Minha mãe tinha uma Olympus Trip 35 que ela que escondia a sete chaves, um cadeado e um segredo que devia guardar a origem do mundo. A primeira vez que encontrei aquela relíquia foi quando nos mudávamos para a General Osório, 121, e na bagunça das caixas, roupas e outros pertences que se perdiam de seus donos, pus os olhos numa caixinha preta com uma enorme lente redonda e segurei-a como um troféu de primeiro lugar. Claro que seria arriscado demais revelar o achado para os novos moradores do 101. Precisei trair a confiança da Família Franco buscando instruções de uso na garotada recém-amiga, mas de boa reputação, do prédio. Alguém me passou a valiosa informação de que a irmã mais velha de uns dos meninos ganhara uma máquina de aniversário e talvez fosse ela a pessoa que eu procurava. Mas os avanços tecnológicos, que desde aquela época já trocavam os botões de lugar, nos deu uma rasteira fatal: acabamos abrindo a tampa onde estava o filme fotográfico e eu fiquei duas semanas de castigo por ter queimado o que viria a ser a última imagem do meu avô.

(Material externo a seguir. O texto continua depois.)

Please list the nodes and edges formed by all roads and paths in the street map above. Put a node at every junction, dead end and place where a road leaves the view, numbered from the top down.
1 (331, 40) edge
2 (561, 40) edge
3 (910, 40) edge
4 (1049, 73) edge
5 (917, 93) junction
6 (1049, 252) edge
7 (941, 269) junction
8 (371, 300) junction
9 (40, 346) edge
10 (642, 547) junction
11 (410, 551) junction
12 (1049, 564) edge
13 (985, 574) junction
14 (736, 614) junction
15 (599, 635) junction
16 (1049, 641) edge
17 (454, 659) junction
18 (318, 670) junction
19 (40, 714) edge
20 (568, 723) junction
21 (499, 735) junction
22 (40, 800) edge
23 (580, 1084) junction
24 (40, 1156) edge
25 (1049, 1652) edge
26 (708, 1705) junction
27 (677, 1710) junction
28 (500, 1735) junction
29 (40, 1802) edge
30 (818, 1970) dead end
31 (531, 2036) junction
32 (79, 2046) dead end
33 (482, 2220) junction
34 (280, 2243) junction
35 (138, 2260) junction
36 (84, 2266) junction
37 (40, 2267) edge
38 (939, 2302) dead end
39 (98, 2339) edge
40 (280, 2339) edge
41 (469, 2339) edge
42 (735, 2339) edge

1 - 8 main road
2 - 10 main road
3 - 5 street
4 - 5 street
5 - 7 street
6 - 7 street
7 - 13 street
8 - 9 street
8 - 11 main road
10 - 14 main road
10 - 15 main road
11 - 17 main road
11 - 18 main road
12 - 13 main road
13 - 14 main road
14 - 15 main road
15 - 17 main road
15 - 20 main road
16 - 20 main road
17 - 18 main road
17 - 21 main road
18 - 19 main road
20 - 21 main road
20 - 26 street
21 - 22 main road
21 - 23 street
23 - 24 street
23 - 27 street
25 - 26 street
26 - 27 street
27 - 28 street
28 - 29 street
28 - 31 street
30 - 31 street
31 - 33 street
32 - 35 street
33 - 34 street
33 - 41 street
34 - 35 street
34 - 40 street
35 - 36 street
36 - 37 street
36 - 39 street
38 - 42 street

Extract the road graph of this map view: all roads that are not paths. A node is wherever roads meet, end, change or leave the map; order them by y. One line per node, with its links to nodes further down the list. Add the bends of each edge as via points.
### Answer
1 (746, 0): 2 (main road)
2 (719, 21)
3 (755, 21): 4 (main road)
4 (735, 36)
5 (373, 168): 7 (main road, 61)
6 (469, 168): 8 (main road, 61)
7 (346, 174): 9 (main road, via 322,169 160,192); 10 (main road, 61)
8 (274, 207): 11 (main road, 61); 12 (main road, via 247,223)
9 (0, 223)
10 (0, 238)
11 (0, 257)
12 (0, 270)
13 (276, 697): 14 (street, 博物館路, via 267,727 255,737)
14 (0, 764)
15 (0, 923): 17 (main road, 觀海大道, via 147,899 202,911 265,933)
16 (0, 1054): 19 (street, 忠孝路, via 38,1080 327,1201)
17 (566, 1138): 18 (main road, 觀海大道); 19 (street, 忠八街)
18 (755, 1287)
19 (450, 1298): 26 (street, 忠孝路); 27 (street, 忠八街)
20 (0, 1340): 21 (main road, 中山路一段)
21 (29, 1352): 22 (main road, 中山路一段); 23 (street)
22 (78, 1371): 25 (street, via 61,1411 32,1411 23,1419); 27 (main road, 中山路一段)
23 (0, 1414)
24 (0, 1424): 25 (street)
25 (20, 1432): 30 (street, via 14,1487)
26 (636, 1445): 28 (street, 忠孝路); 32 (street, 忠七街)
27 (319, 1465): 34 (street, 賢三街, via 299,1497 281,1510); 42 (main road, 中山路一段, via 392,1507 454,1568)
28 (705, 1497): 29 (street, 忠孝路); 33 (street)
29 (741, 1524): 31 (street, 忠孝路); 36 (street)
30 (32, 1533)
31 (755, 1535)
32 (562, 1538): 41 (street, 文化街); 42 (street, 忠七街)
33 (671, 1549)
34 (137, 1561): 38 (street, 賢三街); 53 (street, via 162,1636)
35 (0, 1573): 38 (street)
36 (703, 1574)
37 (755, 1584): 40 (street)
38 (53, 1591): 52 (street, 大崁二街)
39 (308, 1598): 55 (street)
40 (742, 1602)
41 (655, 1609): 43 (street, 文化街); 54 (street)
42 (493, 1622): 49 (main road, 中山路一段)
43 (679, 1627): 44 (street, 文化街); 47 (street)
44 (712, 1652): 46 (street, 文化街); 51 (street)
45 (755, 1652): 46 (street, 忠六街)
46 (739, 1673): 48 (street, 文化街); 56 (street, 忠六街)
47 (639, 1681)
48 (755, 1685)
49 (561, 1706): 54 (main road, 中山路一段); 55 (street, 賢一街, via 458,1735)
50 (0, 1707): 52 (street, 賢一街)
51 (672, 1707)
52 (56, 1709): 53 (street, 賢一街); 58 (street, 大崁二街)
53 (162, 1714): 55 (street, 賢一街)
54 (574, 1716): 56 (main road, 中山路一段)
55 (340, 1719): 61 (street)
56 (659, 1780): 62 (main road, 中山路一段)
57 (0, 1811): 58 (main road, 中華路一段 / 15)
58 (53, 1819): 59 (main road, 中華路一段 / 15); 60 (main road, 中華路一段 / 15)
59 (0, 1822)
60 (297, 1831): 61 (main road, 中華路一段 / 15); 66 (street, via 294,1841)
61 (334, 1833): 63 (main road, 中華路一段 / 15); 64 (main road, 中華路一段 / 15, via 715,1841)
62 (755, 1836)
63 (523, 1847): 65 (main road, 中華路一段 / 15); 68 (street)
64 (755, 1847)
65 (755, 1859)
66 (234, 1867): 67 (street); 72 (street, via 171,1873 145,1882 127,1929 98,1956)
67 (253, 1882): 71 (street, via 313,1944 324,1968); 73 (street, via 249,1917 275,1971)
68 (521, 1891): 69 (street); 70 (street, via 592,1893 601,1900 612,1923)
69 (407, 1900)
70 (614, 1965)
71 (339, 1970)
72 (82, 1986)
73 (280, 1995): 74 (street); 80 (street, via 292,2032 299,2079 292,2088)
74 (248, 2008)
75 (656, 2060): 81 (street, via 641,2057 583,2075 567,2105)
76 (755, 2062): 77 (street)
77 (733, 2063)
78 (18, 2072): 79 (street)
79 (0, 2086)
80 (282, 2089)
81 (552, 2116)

Depois veio a Olympus automática, e, como uma consumidora fiel, minha mãe manteve o respeito à marca cedendo apenas às novidades da década seguinte. Flash embutido, novo design e, a cada duas semanas, novo esconderijo, que nunca me fazia desistir de achar a máquina. E por essas peças que o destino nos prega (no caso, à minha mãe), eu sempre acabava a encontrando e isso me rendia boas imagens por algumas semanas, até ser descoberta. Tiveram vezes em que a Olympus viajou cidades, e mesmo estados, alguns que minha própria mãe nunca havia pisado, e eu me orgulhava de cada click.
Então veio o primeiro salário e pude realizar finalmente o sonho da máquina própria - foi quando chegou a Sony Cybershot. A modernidade, dessa vez a meu favor, me trazia imagens com revelação gratuita que surgiam por um cabinho plugado no computador, e assim eu batia tantas fotos que devo ter deixado a memória do pc mais lenta. Mas por essas peças que o destino nos estraga (no caso, da máquina), fiquei com imagens do escuro e um orçamento mais caro que uma digital nova. E foi aí que veio a luz no fim do túnel, com a ajuda daquela a quem tanto enganei. Talvez por querer livrar a sua nova Cannon (presente do meu irmão) das minhas garras, talvez porque no fundo ela gostasse da ousadia a qual nunca se permitiria – tirar sua máquina da gaveta -, minha mãe mexeu em algo ainda mais difícil para ela e me deu dinheiro para a sonhada aquisição. Honrei o pesar de tantos sacrifícios e fiz as imagens mais lindas que consegui. Não saía sem minha Panasonic Lumix na bolsa e pude recortar gestos do cotidiano que ganhavam elogios de me deixar ainda mais orgulhosa. Pronto, agora tinha mais uma paixão em minha vida. Mas como o destino não esquece os pregos (no caso, pra mim), levaram minha Lumix numa das esquinas do carnaval e mais uma vez fiquei sem os clicks e com o coração partido. Ouvi um bocado da minha mãe, que lembrava a importância da proteção de uma gaveta, mas os retratos que hoje guardo ficarão por toda a vida e não pretendo parar por aqui. Agora só falta descobrir onde será que ela escondeu a máquina dessa vez.